• INSTRUCTIONS FOR THE TASK:
Every entry below should appear in the answer exactly as written, apart from the pictures.

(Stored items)
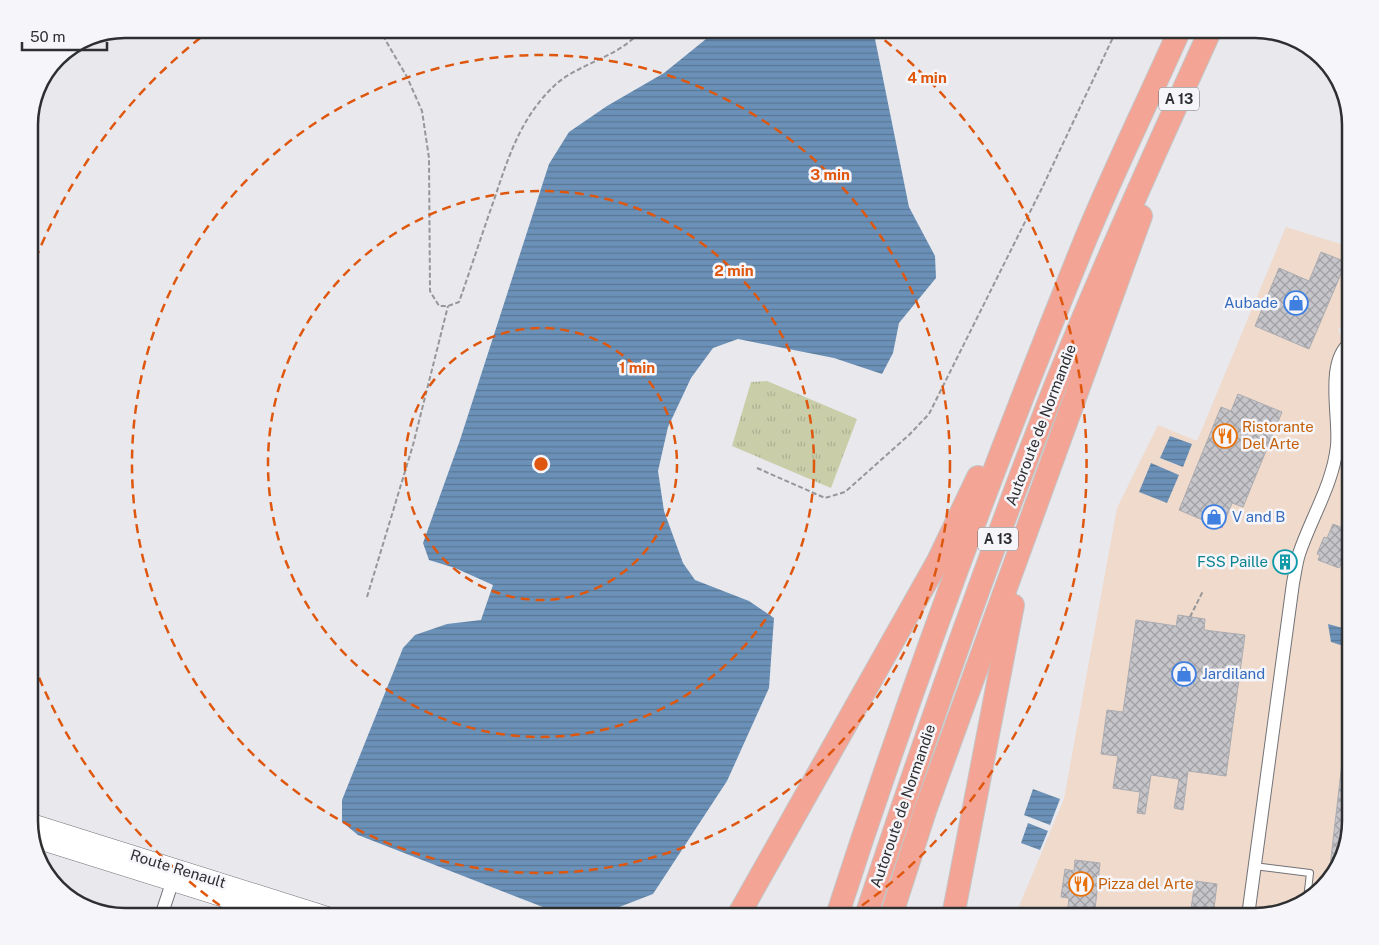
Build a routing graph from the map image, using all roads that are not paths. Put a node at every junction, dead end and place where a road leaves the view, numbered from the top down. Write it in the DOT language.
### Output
graph roads {
  1 [pos="1176,38"];
  2 [pos="1207,38"];
  3 [pos="1148,168"];
  4 [pos="1342,354"];
  5 [pos="1342,368"];
  6 [pos="1336,374"];
  7 [pos="1001,450"];
  8 [pos="1054,460"];
  9 [pos="38,825"];
  10 [pos="40,841"];
  11 [pos="773,851"];
  12 [pos="1254,866"];
  13 [pos="172,883"];
  14 [pos="230,886"];
  15 [pos="1308,889"];
  16 [pos="164,908"];
  17 [pos="255,908"];
  18 [pos="302,908"];
  19 [pos="734,908"];
  20 [pos="742,908"];
  21 [pos="840,908"];
  22 [pos="869,908"];
  23 [pos="894,908"];
  24 [pos="954,908"];
  25 [pos="1249,908"];
  1 -- 7 [label="highway, Autoroute de Normandie / A 13"];
  2 -- 3 [label="highway, Autoroute de Normandie / A 13"];
  3 -- 8 [label="highway"];
  3 -- 22 [label="highway, Autoroute de Normandie / A 13"];
  4 -- 6 [label="street"];
  5 -- 6 [label="street"];
  6 -- 12 [label="street"];
  7 -- 11 [label="highway"];
  7 -- 21 [label="highway, Autoroute de Normandie / A 13"];
  8 -- 23 [label="highway"];
  8 -- 24 [label="highway"];
  9 -- 14 [label="street, Route Renault"];
  10 -- 13 [label="street, Route Renault"];
  11 -- 19 [label="highway"];
  11 -- 20 [label="highway"];
  12 -- 15 [label="lane"];
  12 -- 25 [label="street"];
  13 -- 14 [label="street"];
  13 -- 16 [label="street"];
  13 -- 17 [label="street, Route Renault"];
  14 -- 18 [label="street, Route Renault"];
}
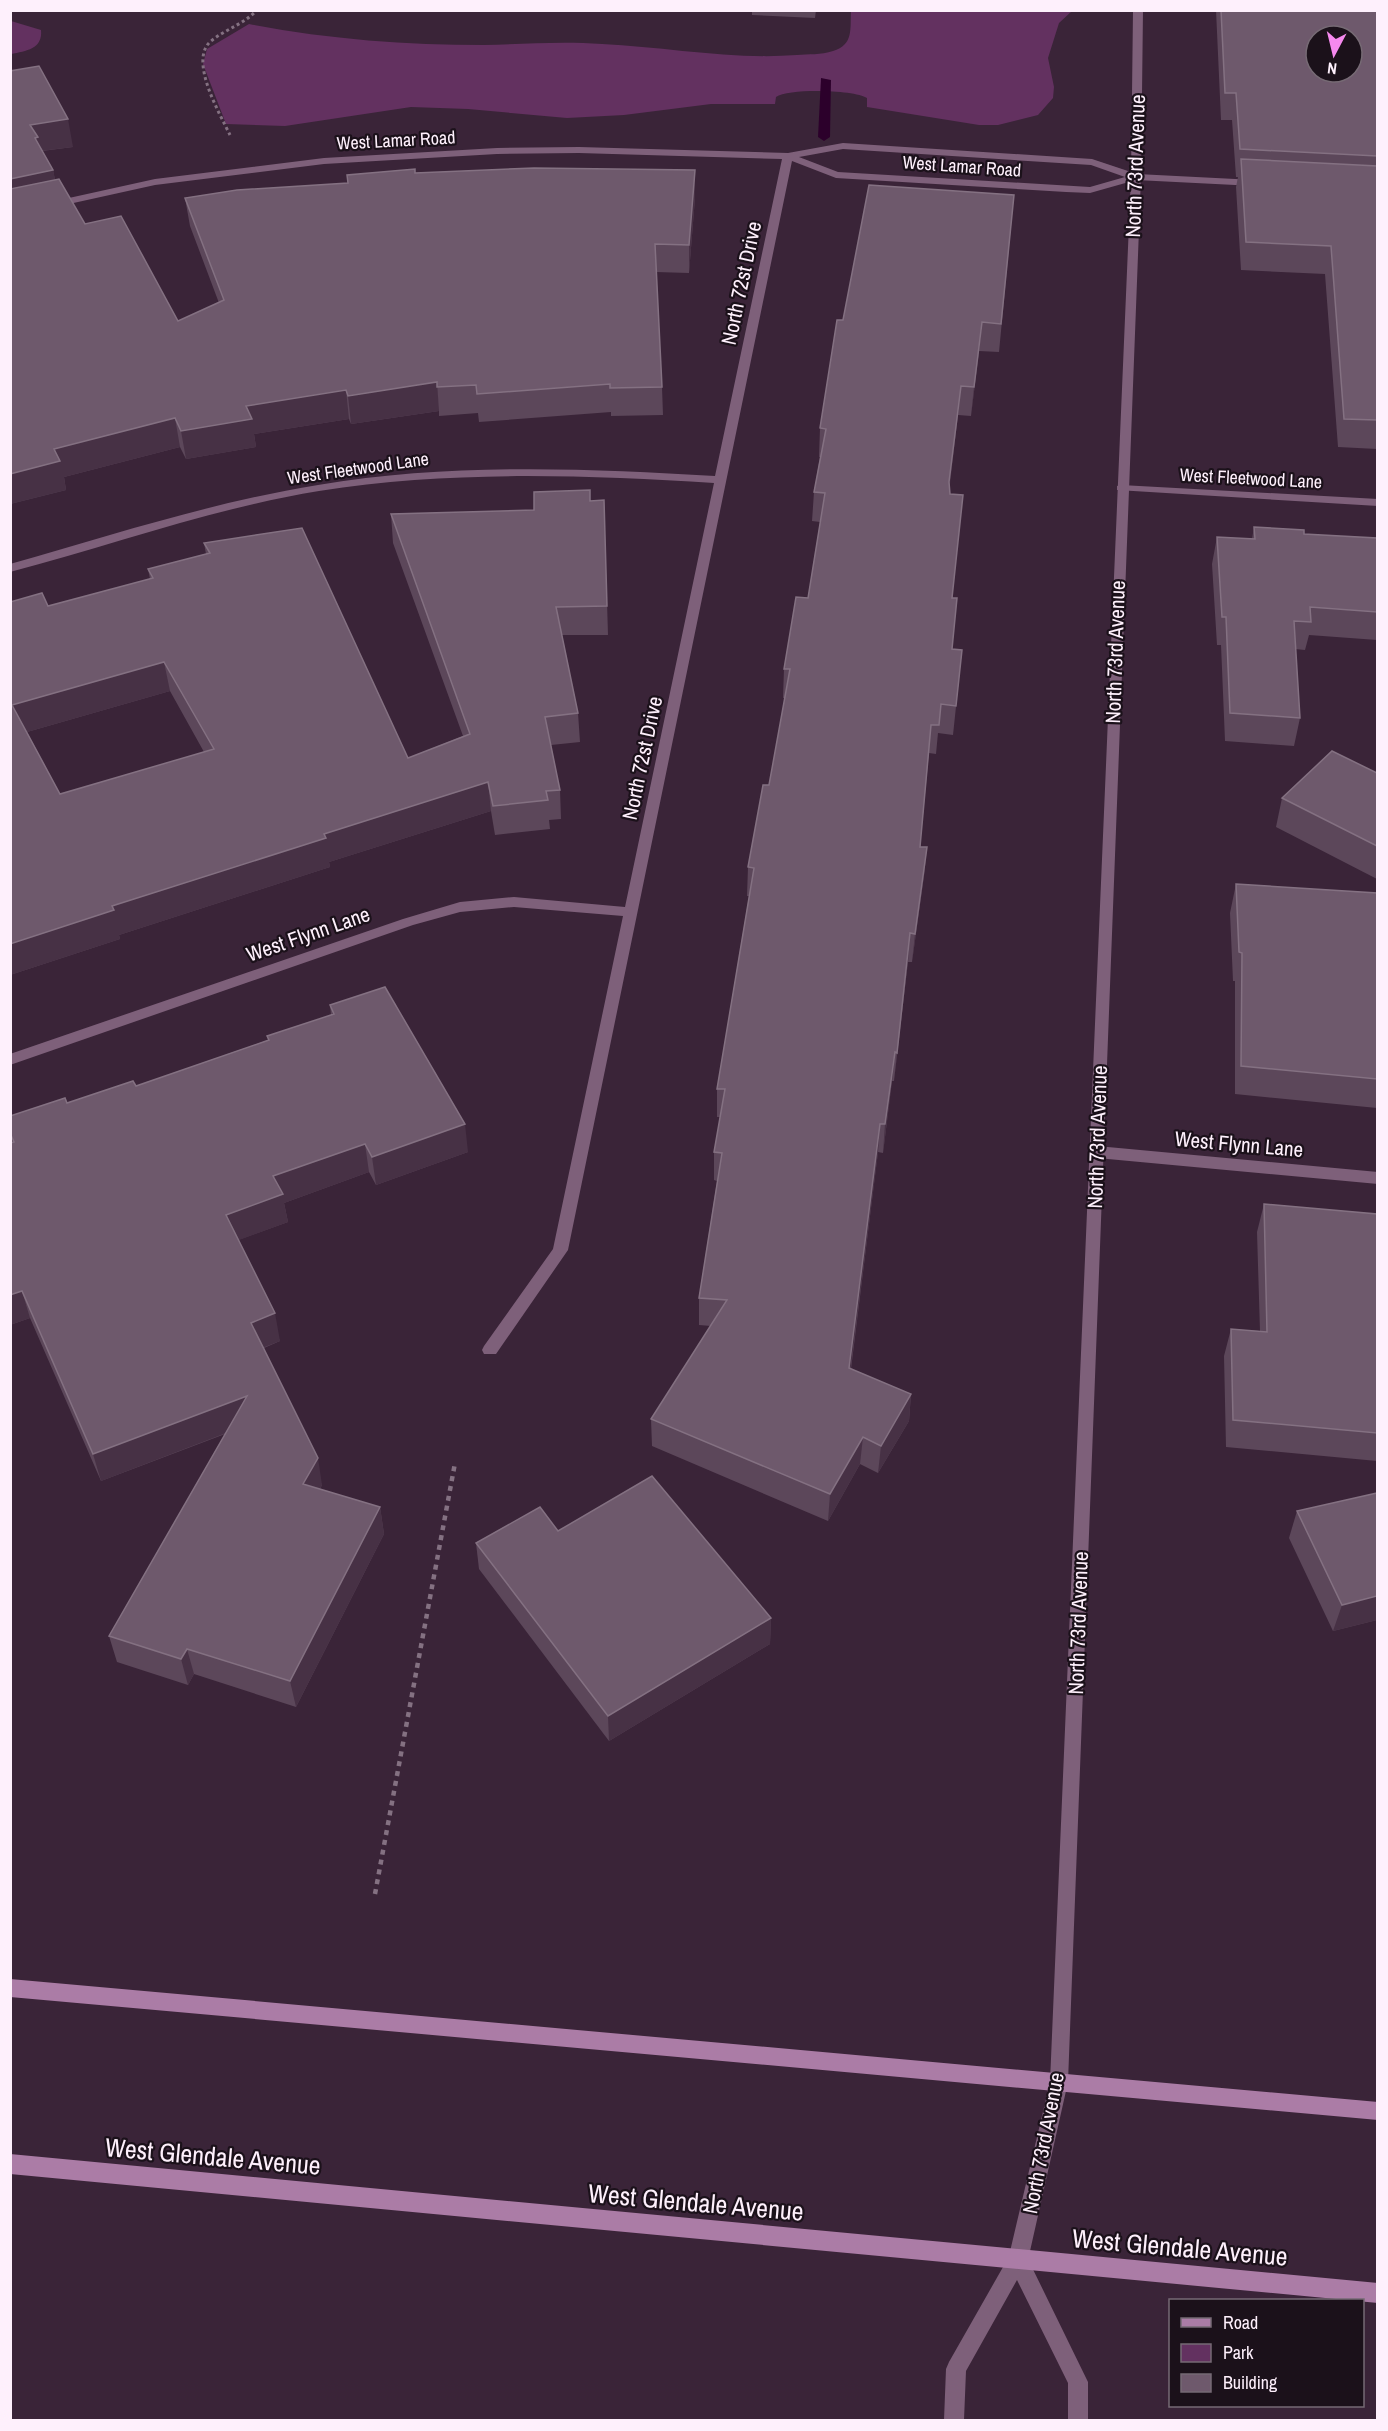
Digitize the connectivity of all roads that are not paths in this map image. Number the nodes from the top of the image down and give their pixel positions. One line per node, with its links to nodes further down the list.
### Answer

• EXPECTED OUTPUT:
Build a routing graph from the map image, using all roads that are not paths. Put a node at every junction, dead end and place where a road leaves the view, numbered from the top down. Write it in the DOT language.
### Output
graph roads {
  1 [pos="1176,38"];
  2 [pos="1207,38"];
  3 [pos="1148,168"];
  4 [pos="1342,354"];
  5 [pos="1342,368"];
  6 [pos="1336,374"];
  7 [pos="1001,450"];
  8 [pos="1054,460"];
  9 [pos="38,825"];
  10 [pos="40,841"];
  11 [pos="773,851"];
  12 [pos="1254,866"];
  13 [pos="172,883"];
  14 [pos="230,886"];
  15 [pos="1308,889"];
  16 [pos="164,908"];
  17 [pos="255,908"];
  18 [pos="302,908"];
  19 [pos="734,908"];
  20 [pos="742,908"];
  21 [pos="840,908"];
  22 [pos="869,908"];
  23 [pos="894,908"];
  24 [pos="954,908"];
  25 [pos="1249,908"];
  1 -- 7 [label="highway, Autoroute de Normandie / A 13"];
  2 -- 3 [label="highway, Autoroute de Normandie / A 13"];
  3 -- 8 [label="highway"];
  3 -- 22 [label="highway, Autoroute de Normandie / A 13"];
  4 -- 6 [label="street"];
  5 -- 6 [label="street"];
  6 -- 12 [label="street"];
  7 -- 11 [label="highway"];
  7 -- 21 [label="highway, Autoroute de Normandie / A 13"];
  8 -- 23 [label="highway"];
  8 -- 24 [label="highway"];
  9 -- 14 [label="street, Route Renault"];
  10 -- 13 [label="street, Route Renault"];
  11 -- 19 [label="highway"];
  11 -- 20 [label="highway"];
  12 -- 15 [label="lane"];
  12 -- 25 [label="street"];
  13 -- 14 [label="street"];
  13 -- 16 [label="street"];
  13 -- 17 [label="street, Route Renault"];
  14 -- 18 [label="street, Route Renault"];
}
Digitize the connectivity of all roads that are not paths in this map image. Number the nodes from the top of the image down and give their pixel positions. One line per node, with its links to nodes further down the list.
### Answer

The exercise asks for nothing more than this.